Differential impedance pairs keep being routed in the diff-pair step (Step 2),
just add --impedance — and ride the fab floor for the gap and clearance:
python3 -X utf8 route_diff.py board.kicad_pcb board_diff.kicad_pcb \
--nets "*USB*" "*LVDS*" --impedance 90 \
--diff-pair-gap 0.1 --clearance 0.1 \
--layers F.Cu In1.Cu In2.Cu B.Cu
Width and spacing: choose them near the fab floor (~0.1 mm), overriding the
net class. The stock Default net class is usually wide (e.g. diff_pair_gap
0.25 mm, diff_pair_width/track_width 0.2 mm). A wide pair is a fatter
bundle that needs more lateral room, so on a congested board the router drops
pairs it would otherwise route — measured: on glasgow_revC all 13 FPGA pairs
couple at --diff-pair-gap 0.1, but 2 fail at 0.25. So for every
impedance-controlled net:
- Spacing (
--diff-pair-gap) and --clearance: the fab floor (~0.1 mm). Do
NOT read the net-class diff_pair_gap; recommend the floor. Tighter coupling
is also better signal integrity for the pair.
- Width: keep
--impedance (it computes the per-layer width from the stackup
for the target ohms), but the result is clamped to the fab floor (~0.1 mm) — it
will not go thinner than the board can make. Width stays impedance-correct;
only the gap/clearance are forced tight.
These override the net class, and the routed board's net class is updated to
match. route_diff.py auto-invokes fix_kicad_drc_settings.py after routing,
which lowers the Default net class diff_pair_gap / diff_pair_width /
clearance to the values just routed (only-loosen — never raised). So after the
diff-pair step the .kicad_pro net class reads ~0.1 mm, not the stock 0.25, and
a later planner re-reading it won't resurrect the wide value. (To write it
without routing — e.g. before the run — call it directly:
python3 fix_kicad_drc_settings.py board.kicad_pcb --diff-pair-gap 0.1 --diff-pair-width 0.1 --clearance 0.1.)

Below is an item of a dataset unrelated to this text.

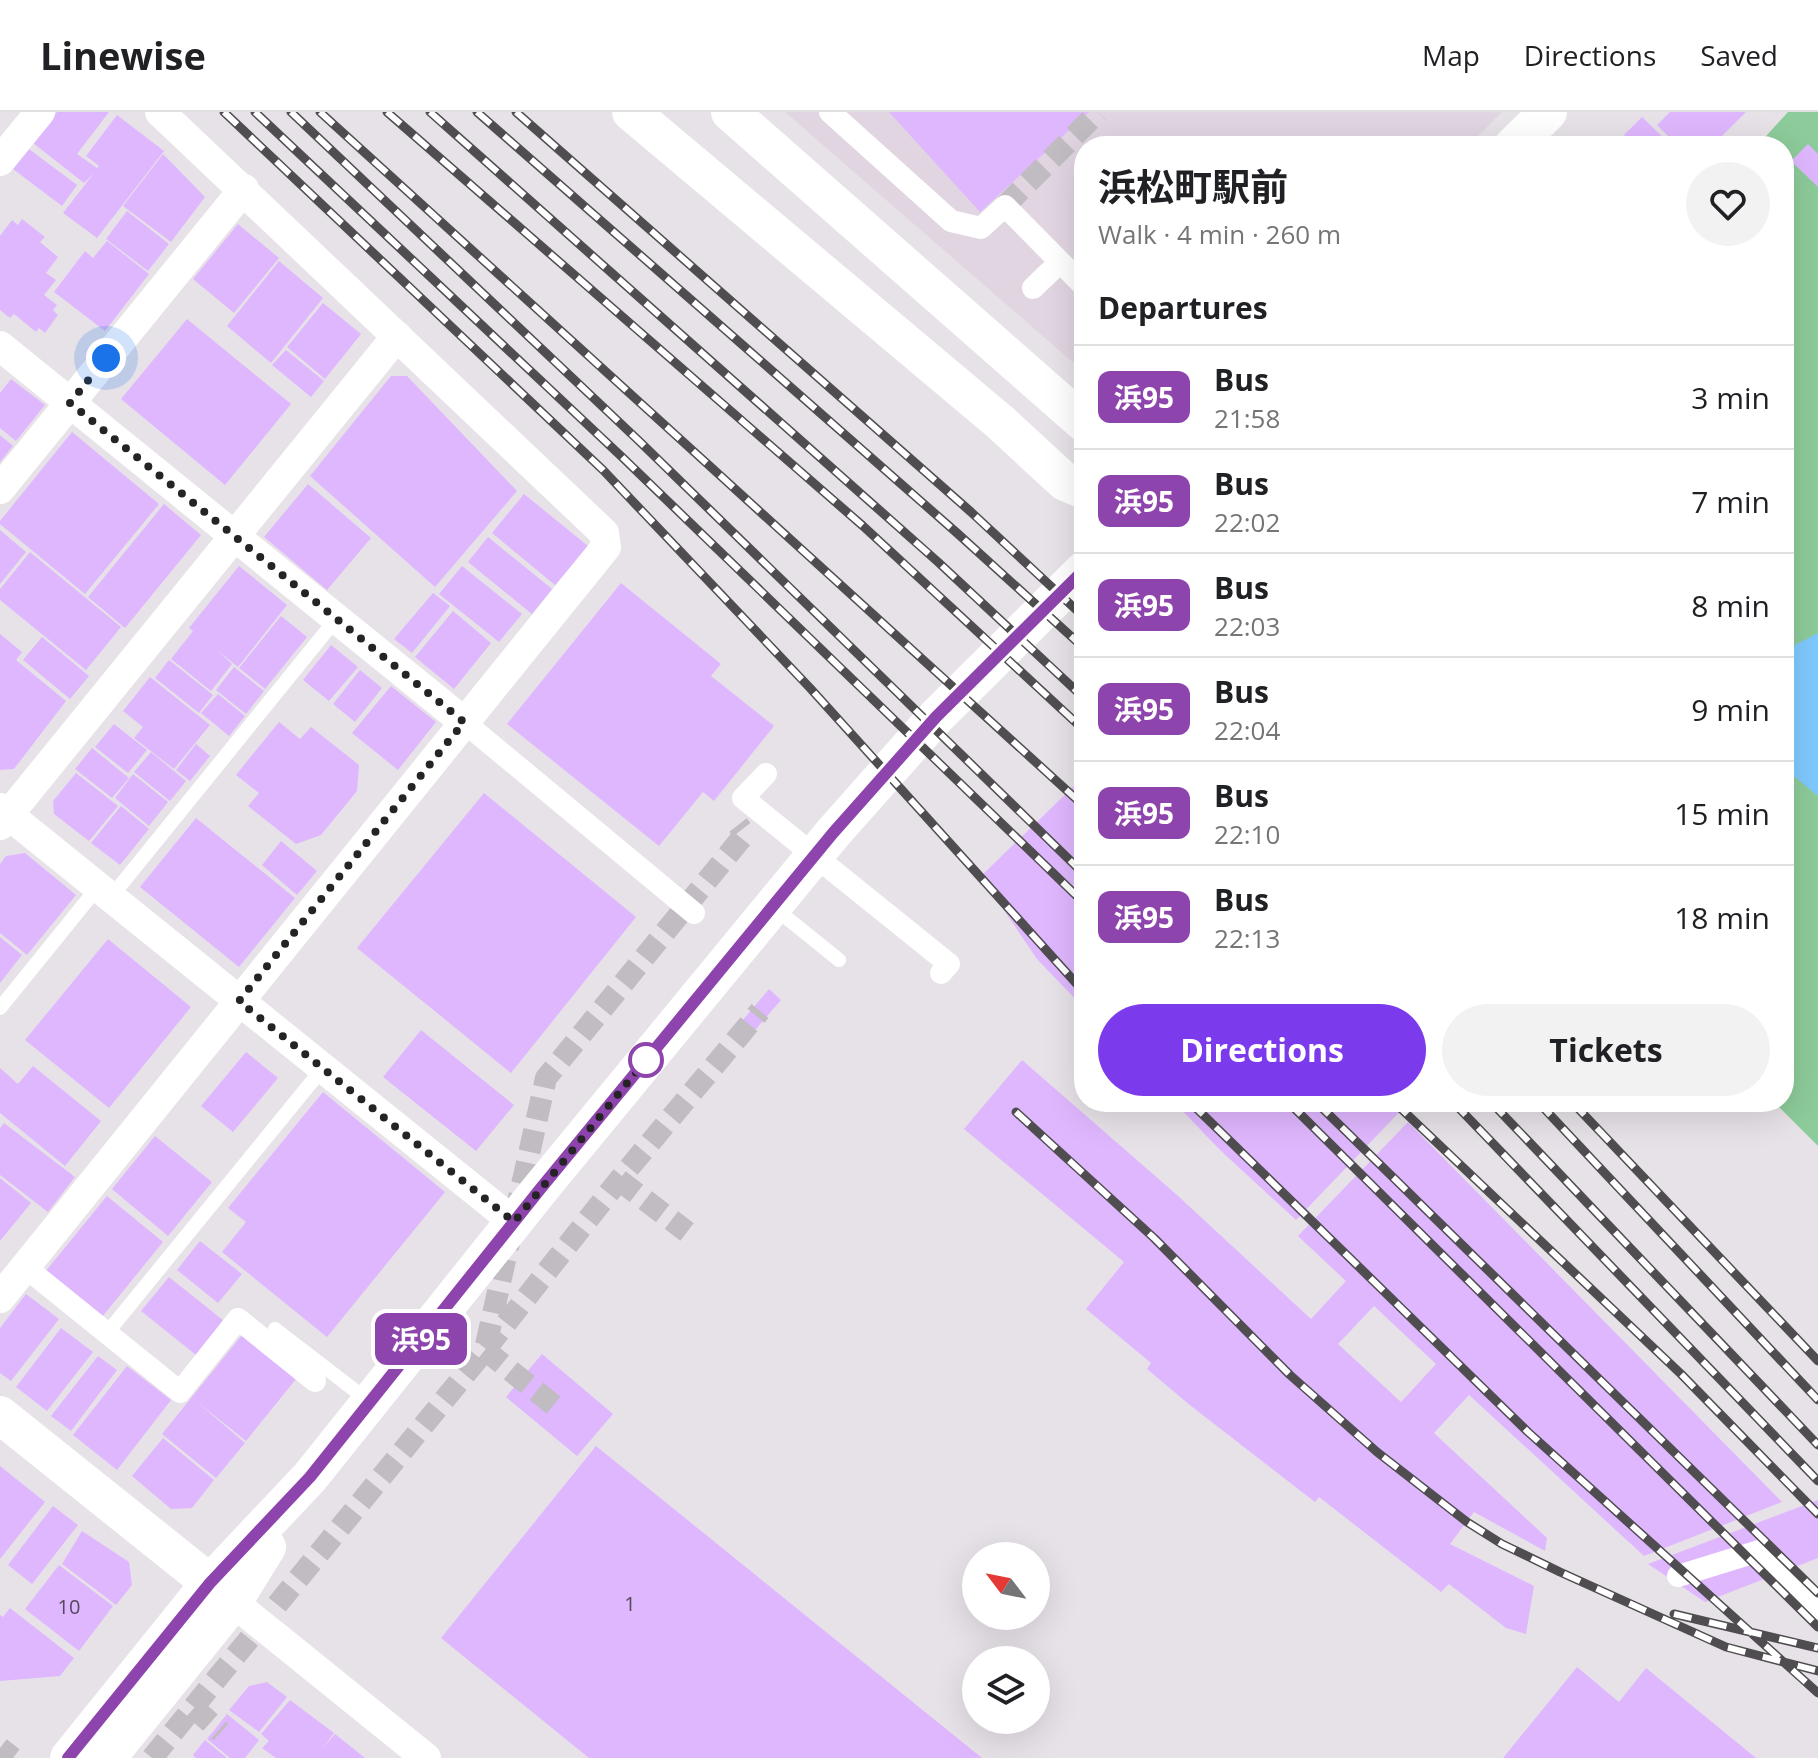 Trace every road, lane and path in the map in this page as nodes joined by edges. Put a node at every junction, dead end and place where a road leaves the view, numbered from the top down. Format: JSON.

| Interface | Target | Routed by | Pipeline step |
|---|
| RF / antenna feed (SE) | 50 ohm SE | route.py --impedance 50 | 2b (new) |
| DDR3/4 data & strobe | 40 ohm SE (SSTL) | route.py --impedance 40 | 2b (new) |
| RF balanced / Ethernet / LVDS / HDMI | 100 ohm diff | route_diff.py --impedance 100 | 2 (diff pairs) |
| USB 2.0 HS | 90 ohm diff | route_diff.py --impedance 90 | 2 (diff pairs) |
| USB 3.x / PCIe / SATA | 85 ohm diff | route_diff.py --impedance 85 | 2 (diff pairs) |
| SPI / I2C / UART / GPIO | not impedance-controlled | general route.py | 3 (signal) |
RF/antenna extras: route the feed short and direct on an outer layer over a
continuous ground plane (the planes step provides the reference); if the board has
an antenna/RF region, recommend the user draw a User.2 keepout around it and pass
--keepout so other tracks/vias stay clear (you describe where; the user draws it
— see /plan-pcb-routing).
Important Notes
- Datasheet results override name-pattern guesses - A net named "CLK" could be 1 MHz
or 1 GHz; the datasheet determines the actual speed
- Check all ICs, not just the obvious ones - A "simple" MCU may have USB HS, SDIO,
or QSPI peripherals running at hundreds of MHz
- Series passives propagate speed - The net on the other side of a termination resistor
or AC coupling cap carries the same speed signal
- Use the tightest distance - If the board has both DDR3 (ultra-high) and I2C (low),
the GND return via distance should be set for the DDR3 signals (2.0 mm)
- Diff pairs are separate -
route_diff.py handles GND return vias for differential
pairs independently; this analysis is for single-ended vias from route.py
- When in doubt, include GND return vias - They cost only board space; omitting them
on a board that needs them causes signal integrity and EMI problems
- RF/antenna feeds are controlled-impedance, not "fast logic" - A net from a radio/PA/LNA
to an SMA/U.FL/chip-antenna is a 50 ohm single-ended line even if its name (
RF, ANT) and
low logic-speed make the tier logic miss it. Detect it by the source->antenna topology
(Step 4.5), route it in the dedicated single-ended --impedance step (2b), and require a
real stackup first. Balanced antenna ports are 100 ohm differential via route_diff.py.
- Impedance width needs the stackup -
--impedance is meaningless on KiCad's default
stackup; run /recommend-stackup before any impedance-controlled routing.